W3C home > Mailing lists > Public > www-validator@w3.org > June 2003

Re: default charset broken

From: Terje Bless <link@pobox.com>
Date: Sun, 8 Jun 2003 08:21:31 +0200
To: W3C Validator <www-validator@w3.org>
cc: Kjetil Torgrim Homme <kjetilho@ifi.uio.no>
Message-ID: <f02000001-1026-7266EB70997911D7B1DF0030657B83E8@[]>

Hash: SHA1

Kjetil Torgrim Homme <kjetilho@ifi.uio.no> wrote:

>my argument is that the recommendation is invalid, since they
>commit a layering violation, and contradict an RFC which was
>standard track at the time of publication.

No argument from me there. In fact I consider it a bug in HTML 4.0 that they
meddle with what is IMO the provenance of HTTP, and a bug in HTTP that they
meddle with what is the provenance of MIME. I would like to see that section
of HTML 4.0 exciced entirely, possibly replaced by one that says you should
use US-ASCII+CharEscapes OR UTF-8 with explicit labelling. If it were anywhere
near feasible I would also like to see RFC2616 superseded with snippage along
those same lines.

I don't make the rules, I just try to make them stick. :-)

>>>I'll reiterate: when it comes to specifying how HTTP works, the HTTP
>>>RFC trumps the HTML spec.
>>Says who?

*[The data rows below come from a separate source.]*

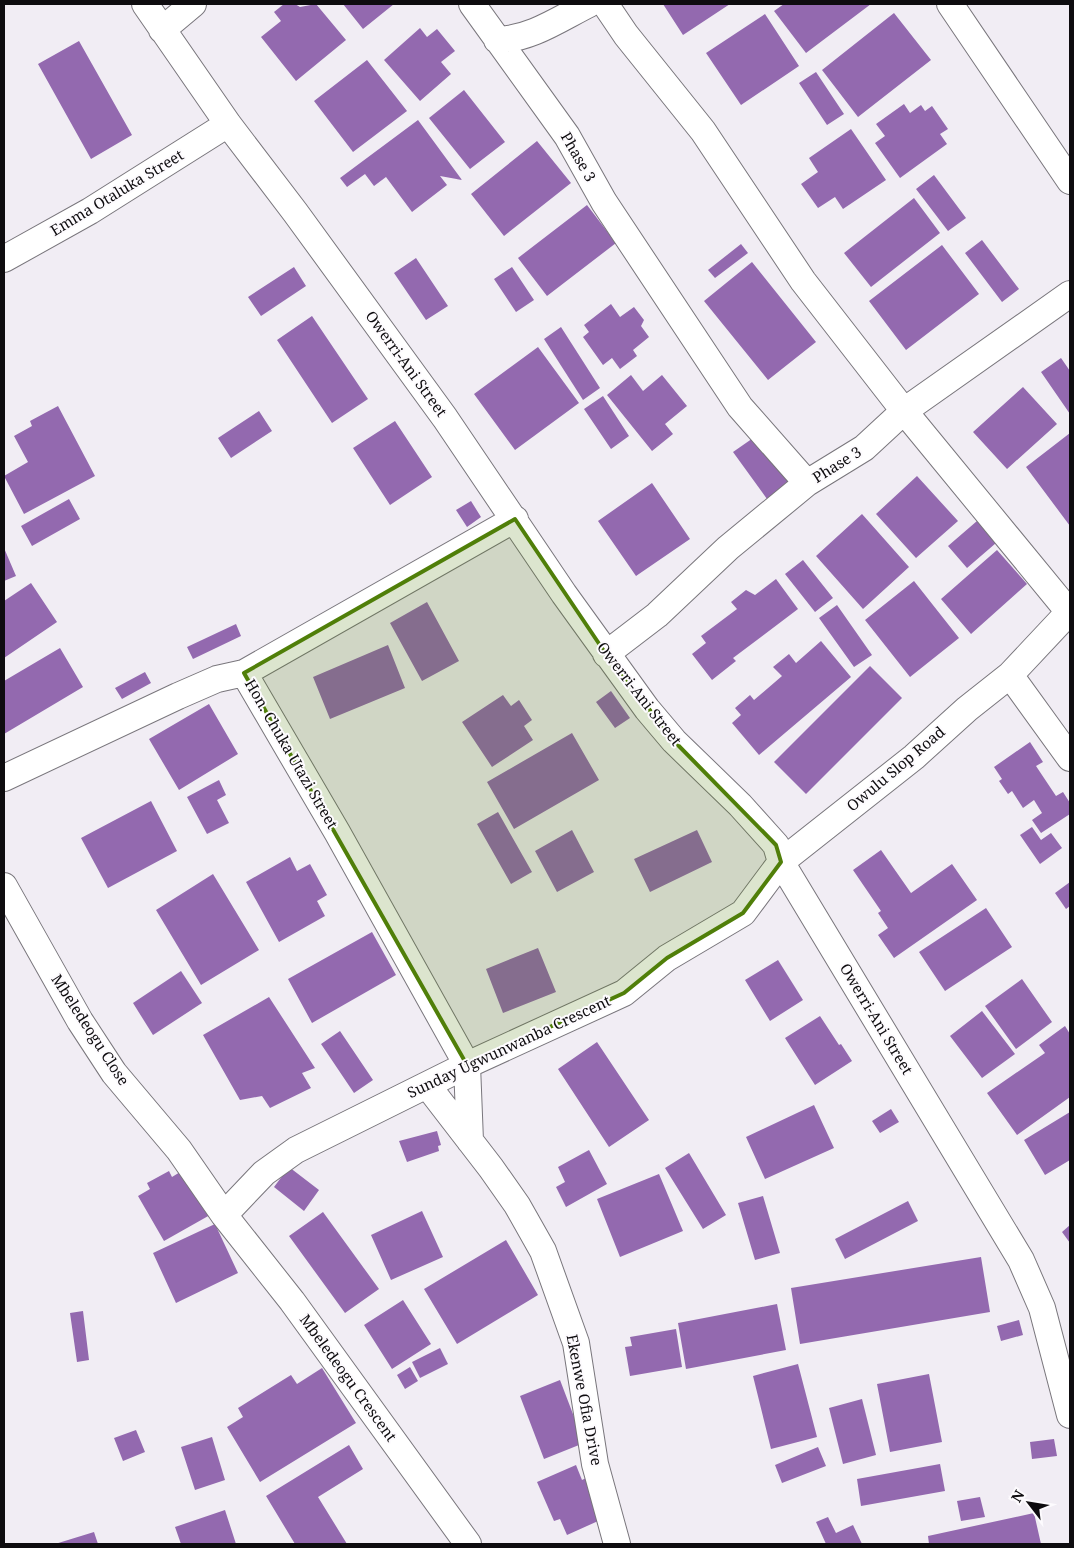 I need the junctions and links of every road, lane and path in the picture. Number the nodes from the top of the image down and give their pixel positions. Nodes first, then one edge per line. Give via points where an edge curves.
1 (145, 4) edge
2 (193, 4) edge
3 (472, 4) edge
4 (588, 4) edge
5 (605, 4) edge
6 (950, 4) edge
7 (162, 30) junction
8 (497, 40) junction
9 (228, 124) junction
10 (1066, 163) edge
11 (4, 259) edge
12 (1070, 294) edge
13 (904, 411) junction
14 (807, 483) junction
15 (515, 519) junction
16 (1070, 612) edge
17 (606, 654) junction
18 (244, 673) junction
19 (1010, 675) junction
20 (1070, 758) edge
21 (4, 778) edge
22 (781, 862) junction
23 (4, 886) edge
24 (468, 1064) junction
25 (427, 1085) junction
26 (470, 1141) junction
27 (224, 1215) junction
28 (1064, 1368) edge
29 (1070, 1415) edge
30 (468, 1544) edge
31 (616, 1544) edge

1 - 7 street, Owerri-Ani Street
2 - 7 street
3 - 8 street, Phase 3
4 - 8 street via 542,29 510,40
5 - 13 street via 703,131 803,281
6 - 10 street
7 - 9 street, Owerri-Ani Street
8 - 14 street, Phase 3 via 567,136 604,202 740,407
9 - 11 street, Emma Otaluka Street via 90,212
9 - 15 street, Owerri-Ani Street via 353,291
12 - 13 street, Phase 3
13 - 14 street, Phase 3 via 864,448
13 - 16 street
14 - 17 street via 728,548 657,615
15 - 17 street, Owerri-Ani Street
15 - 18 street
16 - 19 street, Owulu Slop Road
17 - 22 street, Owerri-Ani Street via 674,741 776,845
18 - 21 street, Hon. Chuka Utazi Street via 217,679 178,696
18 - 24 street, Hon. Chuka Utazi Street
19 - 20 street
19 - 22 street, Owulu Slop Road via 914,757
22 - 24 street, Sunday Ugwunwanba Crescent via 743,913 667,958 624,993
22 - 28 street, Owerri-Ani Street via 1021,1260
23 - 27 street, Mbeledeogu Close via 80,1021 114,1073 179,1150
24 - 25 street, Sunday Ugwunwanba Crescent
24 - 26 street
25 - 26 street, Ekenwe Ofia Drive
25 - 27 street, Sunday Ugwunwanba Crescent via 296,1150 277,1163
26 - 31 street, Ekenwe Ofia Drive via 517,1205 543,1251 576,1343 596,1464
27 - 30 street, Mbeledeogu Crescent via 292,1301
28 - 29 street, Owerri-Ani Street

Even within the IETF you'd have trouble making that stick.
>do you really think so?  I find that very hard to believe, especially
>since HTML 4 isn't even an IETF standard.

And the W3C isn't, and doesn't claim to be, a recognized standards body. But
given this is the _W3C_ Markup Validator we kinda have to accept its authority
as given, non? :-)

But my point was that even if both documents were produced under the aegis of
the IETF, if HTML passed IETF Last Call with no substantive complaints then it
would have quite legally superseded this provisio from HTTP. If this was not
acceptable to the IETF, the Area Director or the RFC Editor should have
addressed the issue prior to publication as a standards track RFC.

Case in point; RFC1036 (netnews) manages the neat trick of saying a) that it
borrows a majority of its syntax from RFC822 (email), b) that where the two
diverge RFC822 is to be considered authorative, _and_ c) goes merrily on its
way superseding and modifying both syntax and semantics of common header
fields. RFC1036 is still considered authorative (albeit badly out of touch
with reality) within the IETF.

This situation appears to persist in USEFOR (son-of-1036bis) and RFC2822.

And just to be clear, I'm not saying this is as it should be; I'm saying this
is how it _is_, regardless of what I think of it, and that was the reason why
we chose to implement this area of the validator in this particular way.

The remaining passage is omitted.